Our results from the four year old groups closely
resemble the results that Robb Smith (2002)
found for the same age group. That is, by age
four children present with voicing onset and
offset patterns that are similar to adults. Our
data suggest that the mature voicing offset
pattern is not present at age three in both CWS
and CWNS. However, at age three mature voicing
onset patterns are present but are not as
pronounced as they are at age four. Although
there was no significant difference in voice
onset between the three year old CWS and CWNS, it
was interesting that there was a significant
difference between the three and four year old
CWS but not between the three and four year old
CWNS. This may mean that children who start
stuttering at age three may have slightly
delayed, but not aberrant, voice onset behavior.

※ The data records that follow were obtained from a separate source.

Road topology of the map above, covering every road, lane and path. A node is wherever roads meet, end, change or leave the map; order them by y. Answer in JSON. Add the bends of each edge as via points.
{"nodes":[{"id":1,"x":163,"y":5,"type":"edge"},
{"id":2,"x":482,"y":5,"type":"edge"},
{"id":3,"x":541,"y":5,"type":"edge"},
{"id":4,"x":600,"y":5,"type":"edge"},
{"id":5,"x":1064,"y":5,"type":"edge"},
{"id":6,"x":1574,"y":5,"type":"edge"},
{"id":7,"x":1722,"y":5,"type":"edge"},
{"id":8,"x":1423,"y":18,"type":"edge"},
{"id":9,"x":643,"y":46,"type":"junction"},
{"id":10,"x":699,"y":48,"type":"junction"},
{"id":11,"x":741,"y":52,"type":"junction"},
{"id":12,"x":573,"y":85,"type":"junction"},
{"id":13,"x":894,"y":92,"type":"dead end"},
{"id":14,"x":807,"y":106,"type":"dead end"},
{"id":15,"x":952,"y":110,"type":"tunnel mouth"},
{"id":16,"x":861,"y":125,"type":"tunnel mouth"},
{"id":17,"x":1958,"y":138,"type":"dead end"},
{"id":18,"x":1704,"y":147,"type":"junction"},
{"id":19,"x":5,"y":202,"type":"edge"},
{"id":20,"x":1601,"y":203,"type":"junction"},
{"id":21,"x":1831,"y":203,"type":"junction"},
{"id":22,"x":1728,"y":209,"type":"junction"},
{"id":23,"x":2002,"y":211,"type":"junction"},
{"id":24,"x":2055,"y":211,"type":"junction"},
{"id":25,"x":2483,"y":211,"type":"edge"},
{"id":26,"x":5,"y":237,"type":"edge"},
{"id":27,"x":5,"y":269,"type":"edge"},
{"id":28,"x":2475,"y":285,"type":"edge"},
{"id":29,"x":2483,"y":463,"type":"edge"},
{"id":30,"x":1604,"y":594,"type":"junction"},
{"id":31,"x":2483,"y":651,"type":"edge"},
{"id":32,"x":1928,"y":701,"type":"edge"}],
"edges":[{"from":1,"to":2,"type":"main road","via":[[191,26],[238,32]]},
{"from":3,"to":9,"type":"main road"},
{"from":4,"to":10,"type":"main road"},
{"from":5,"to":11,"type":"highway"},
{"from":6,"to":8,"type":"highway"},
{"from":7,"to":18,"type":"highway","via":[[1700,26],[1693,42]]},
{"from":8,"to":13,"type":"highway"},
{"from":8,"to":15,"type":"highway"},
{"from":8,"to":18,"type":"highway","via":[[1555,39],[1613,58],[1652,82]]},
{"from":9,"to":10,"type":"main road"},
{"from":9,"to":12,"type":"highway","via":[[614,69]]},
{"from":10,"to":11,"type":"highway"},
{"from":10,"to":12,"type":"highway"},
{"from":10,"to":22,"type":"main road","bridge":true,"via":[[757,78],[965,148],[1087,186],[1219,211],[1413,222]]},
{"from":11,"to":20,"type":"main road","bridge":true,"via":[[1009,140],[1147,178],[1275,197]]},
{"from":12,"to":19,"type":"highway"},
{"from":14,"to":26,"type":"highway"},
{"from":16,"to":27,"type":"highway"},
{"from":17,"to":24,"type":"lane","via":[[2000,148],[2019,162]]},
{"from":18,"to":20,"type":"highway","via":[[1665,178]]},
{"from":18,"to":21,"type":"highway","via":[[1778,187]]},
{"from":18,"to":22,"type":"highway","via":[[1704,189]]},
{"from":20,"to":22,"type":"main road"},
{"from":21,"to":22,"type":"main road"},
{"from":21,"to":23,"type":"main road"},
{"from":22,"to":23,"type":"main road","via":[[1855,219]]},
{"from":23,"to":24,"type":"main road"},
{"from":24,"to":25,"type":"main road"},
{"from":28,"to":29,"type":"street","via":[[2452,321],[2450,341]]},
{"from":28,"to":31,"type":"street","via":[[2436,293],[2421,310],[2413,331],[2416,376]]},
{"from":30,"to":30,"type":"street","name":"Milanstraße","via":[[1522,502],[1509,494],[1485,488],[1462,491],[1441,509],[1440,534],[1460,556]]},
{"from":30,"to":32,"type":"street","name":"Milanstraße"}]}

The hypothesis that the CWS would show
greater variability due to less stable vocal
behavior was not found. In fact, variability, as
measured by standard deviations of the semitones,
were very similar across the CWS and CWNS in both
age groups. It appears that the time
period between ages three and four is very
important in the development of phonetically
governed voicing onset and offset. The data from
the present paper suggest that by age four there
is no difference between CWS and CWNS. However,
there is indirect evidence that CWS may begin
developing a mature pattern of voicing onset
later than CWNS. Due to the fact that both the
CWS and CWNS did not show a mature pattern of
voicing offset at age three it is difficult to
know whether one group may develop a mature
pattern sooner than the other. Future research
should investigate CWS and CWNS longitudinally to
look at the pattern of phonetically governed
voicing by collecting speech samples every month
from age two to age four. Such a study would
help better understand the time course of the
development of phonetically governed voicing.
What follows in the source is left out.